**ACTIVITY:** The records that follow must be repeated exactly as they stand.

**PROVIDED MATERIAL:**
+ + + + + + +
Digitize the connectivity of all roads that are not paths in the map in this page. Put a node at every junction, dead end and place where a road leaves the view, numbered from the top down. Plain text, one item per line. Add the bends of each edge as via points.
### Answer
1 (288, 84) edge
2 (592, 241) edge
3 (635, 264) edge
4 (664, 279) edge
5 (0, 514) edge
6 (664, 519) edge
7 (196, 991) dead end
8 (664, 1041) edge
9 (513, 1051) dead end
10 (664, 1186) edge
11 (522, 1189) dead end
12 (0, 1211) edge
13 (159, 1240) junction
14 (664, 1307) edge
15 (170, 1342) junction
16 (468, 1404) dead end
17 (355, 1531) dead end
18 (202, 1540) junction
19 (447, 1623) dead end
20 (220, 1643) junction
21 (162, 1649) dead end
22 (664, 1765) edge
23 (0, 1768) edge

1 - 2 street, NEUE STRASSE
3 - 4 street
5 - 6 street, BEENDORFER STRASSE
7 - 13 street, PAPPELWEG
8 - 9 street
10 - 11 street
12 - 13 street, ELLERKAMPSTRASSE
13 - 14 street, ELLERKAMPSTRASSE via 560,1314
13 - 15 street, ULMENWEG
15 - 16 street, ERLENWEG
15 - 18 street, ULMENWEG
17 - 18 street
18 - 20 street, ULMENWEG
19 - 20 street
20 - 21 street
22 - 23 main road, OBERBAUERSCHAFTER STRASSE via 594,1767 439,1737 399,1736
+ + + + + + +
**EXERCISE RESPONSE:**
Digitize the connectivity of all roads that are not paths in the map in this page. Put a node at every junction, dead end and place where a road leaves the view, numbered from the top down. Plain text, one item per line. Add the bends of each edge as via points.
### Answer
1 (288, 84) edge
2 (592, 241) edge
3 (635, 264) edge
4 (664, 279) edge
5 (0, 514) edge
6 (664, 519) edge
7 (196, 991) dead end
8 (664, 1041) edge
9 (513, 1051) dead end
10 (664, 1186) edge
11 (522, 1189) dead end
12 (0, 1211) edge
13 (159, 1240) junction
14 (664, 1307) edge
15 (170, 1342) junction
16 (468, 1404) dead end
17 (355, 1531) dead end
18 (202, 1540) junction
19 (447, 1623) dead end
20 (220, 1643) junction
21 (162, 1649) dead end
22 (664, 1765) edge
23 (0, 1768) edge

1 - 2 street, NEUE STRASSE
3 - 4 street
5 - 6 street, BEENDORFER STRASSE
7 - 13 street, PAPPELWEG
8 - 9 street
10 - 11 street
12 - 13 street, ELLERKAMPSTRASSE
13 - 14 street, ELLERKAMPSTRASSE via 560,1314
13 - 15 street, ULMENWEG
15 - 16 street, ERLENWEG
15 - 18 street, ULMENWEG
17 - 18 street
18 - 20 street, ULMENWEG
19 - 20 street
20 - 21 street
22 - 23 main road, OBERBAUERSCHAFTER STRASSE via 594,1767 439,1737 399,1736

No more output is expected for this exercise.